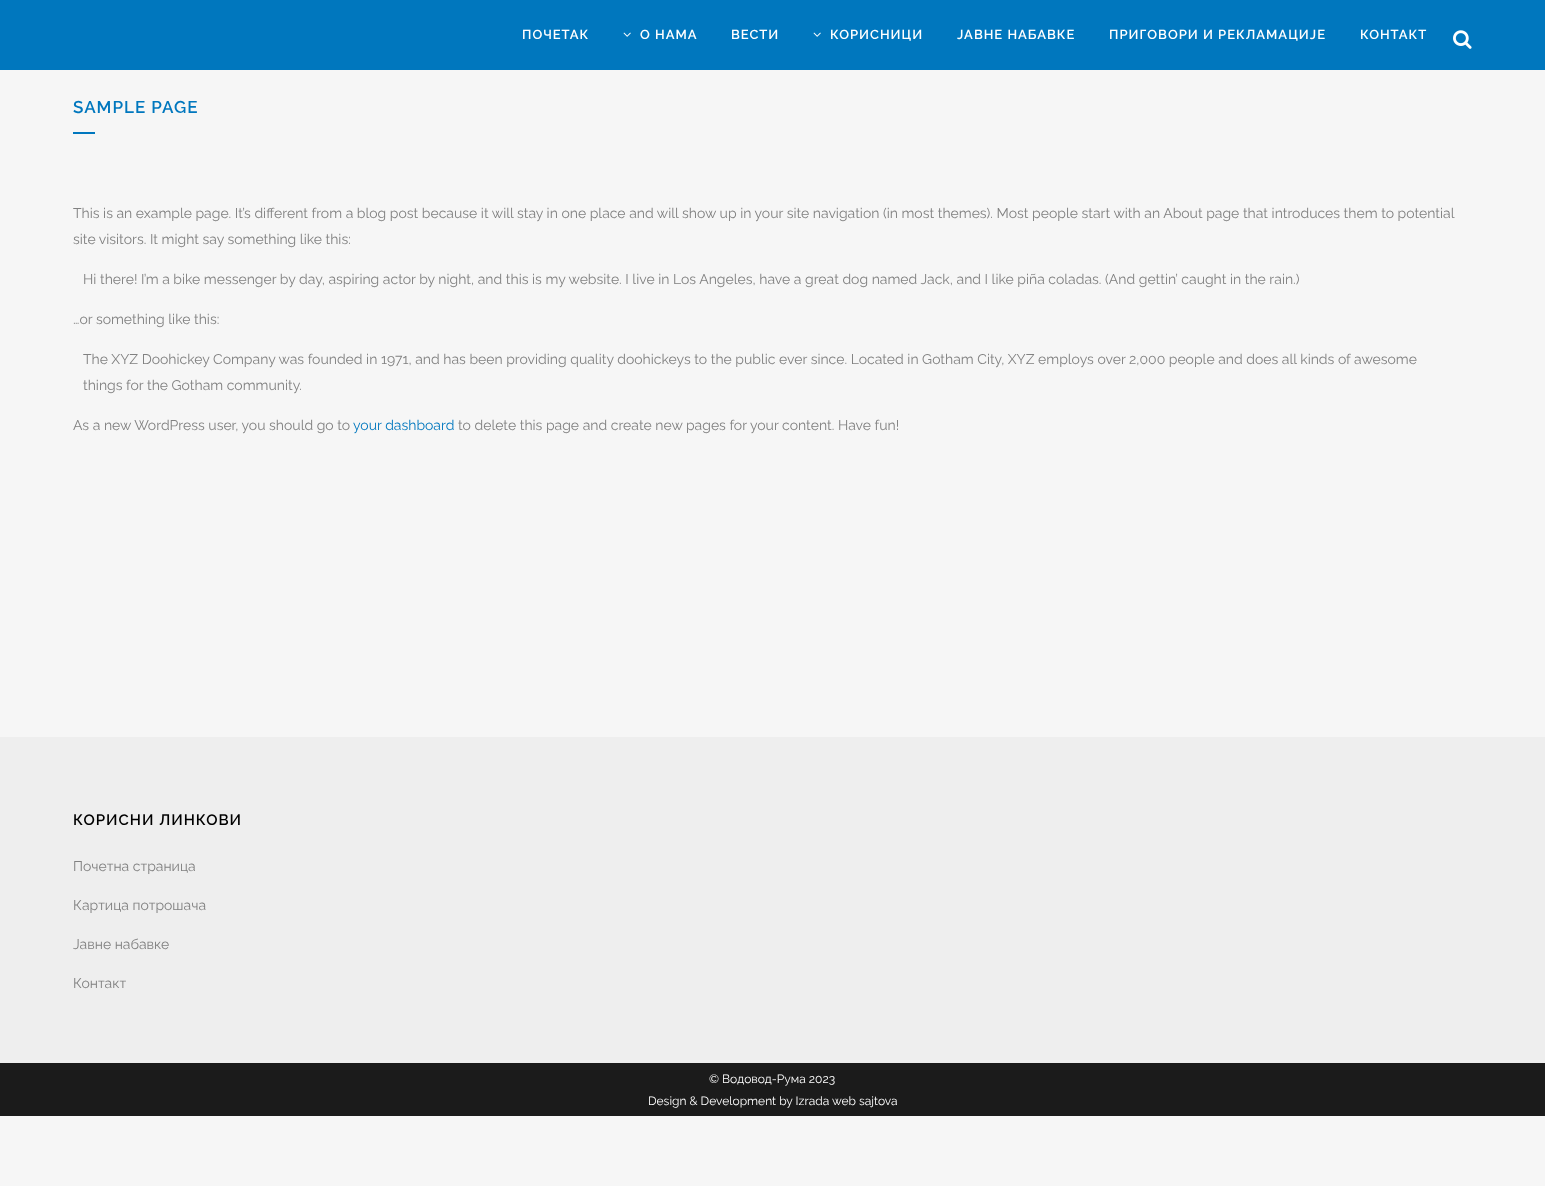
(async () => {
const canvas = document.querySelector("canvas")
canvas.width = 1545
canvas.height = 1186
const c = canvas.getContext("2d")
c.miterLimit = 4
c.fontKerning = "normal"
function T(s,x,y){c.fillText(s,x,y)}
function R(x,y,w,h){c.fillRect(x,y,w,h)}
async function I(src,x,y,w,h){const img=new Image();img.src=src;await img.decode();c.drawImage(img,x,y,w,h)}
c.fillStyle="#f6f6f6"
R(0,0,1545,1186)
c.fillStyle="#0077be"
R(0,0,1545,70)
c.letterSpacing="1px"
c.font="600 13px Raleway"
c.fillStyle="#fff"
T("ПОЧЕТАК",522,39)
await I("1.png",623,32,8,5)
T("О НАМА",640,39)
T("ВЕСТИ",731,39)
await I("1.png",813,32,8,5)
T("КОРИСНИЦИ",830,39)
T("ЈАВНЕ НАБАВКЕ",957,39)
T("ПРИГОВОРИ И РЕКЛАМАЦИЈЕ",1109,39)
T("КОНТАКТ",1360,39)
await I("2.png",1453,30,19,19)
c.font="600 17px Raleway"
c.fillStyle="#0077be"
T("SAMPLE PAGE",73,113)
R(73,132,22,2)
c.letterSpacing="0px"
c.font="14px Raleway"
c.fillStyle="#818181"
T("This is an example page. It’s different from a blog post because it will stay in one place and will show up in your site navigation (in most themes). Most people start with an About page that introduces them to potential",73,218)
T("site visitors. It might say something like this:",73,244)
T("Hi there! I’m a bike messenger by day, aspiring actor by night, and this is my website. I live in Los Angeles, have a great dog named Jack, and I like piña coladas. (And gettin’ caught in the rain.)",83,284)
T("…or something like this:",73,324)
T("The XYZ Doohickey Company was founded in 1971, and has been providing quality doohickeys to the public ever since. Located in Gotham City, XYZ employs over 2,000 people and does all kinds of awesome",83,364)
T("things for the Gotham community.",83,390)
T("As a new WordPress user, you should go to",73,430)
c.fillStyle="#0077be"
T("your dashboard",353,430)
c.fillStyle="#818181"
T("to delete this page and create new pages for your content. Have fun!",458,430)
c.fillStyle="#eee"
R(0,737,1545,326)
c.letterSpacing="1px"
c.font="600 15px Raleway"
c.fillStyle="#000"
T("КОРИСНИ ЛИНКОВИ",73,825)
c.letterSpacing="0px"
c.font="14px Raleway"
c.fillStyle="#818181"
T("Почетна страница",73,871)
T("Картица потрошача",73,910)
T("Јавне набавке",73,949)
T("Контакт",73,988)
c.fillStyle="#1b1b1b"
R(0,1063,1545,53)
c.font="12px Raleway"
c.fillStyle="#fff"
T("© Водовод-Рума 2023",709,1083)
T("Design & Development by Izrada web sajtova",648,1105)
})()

§ Instructions for the task
For each line in the records that contains the word "async", make a copy.

§ Solution to this exercise
(async () => {
async function I(src,x,y,w,h){const img=new Image();img.src=src;await img.decode();c.drawImage(img,x,y,w,h)}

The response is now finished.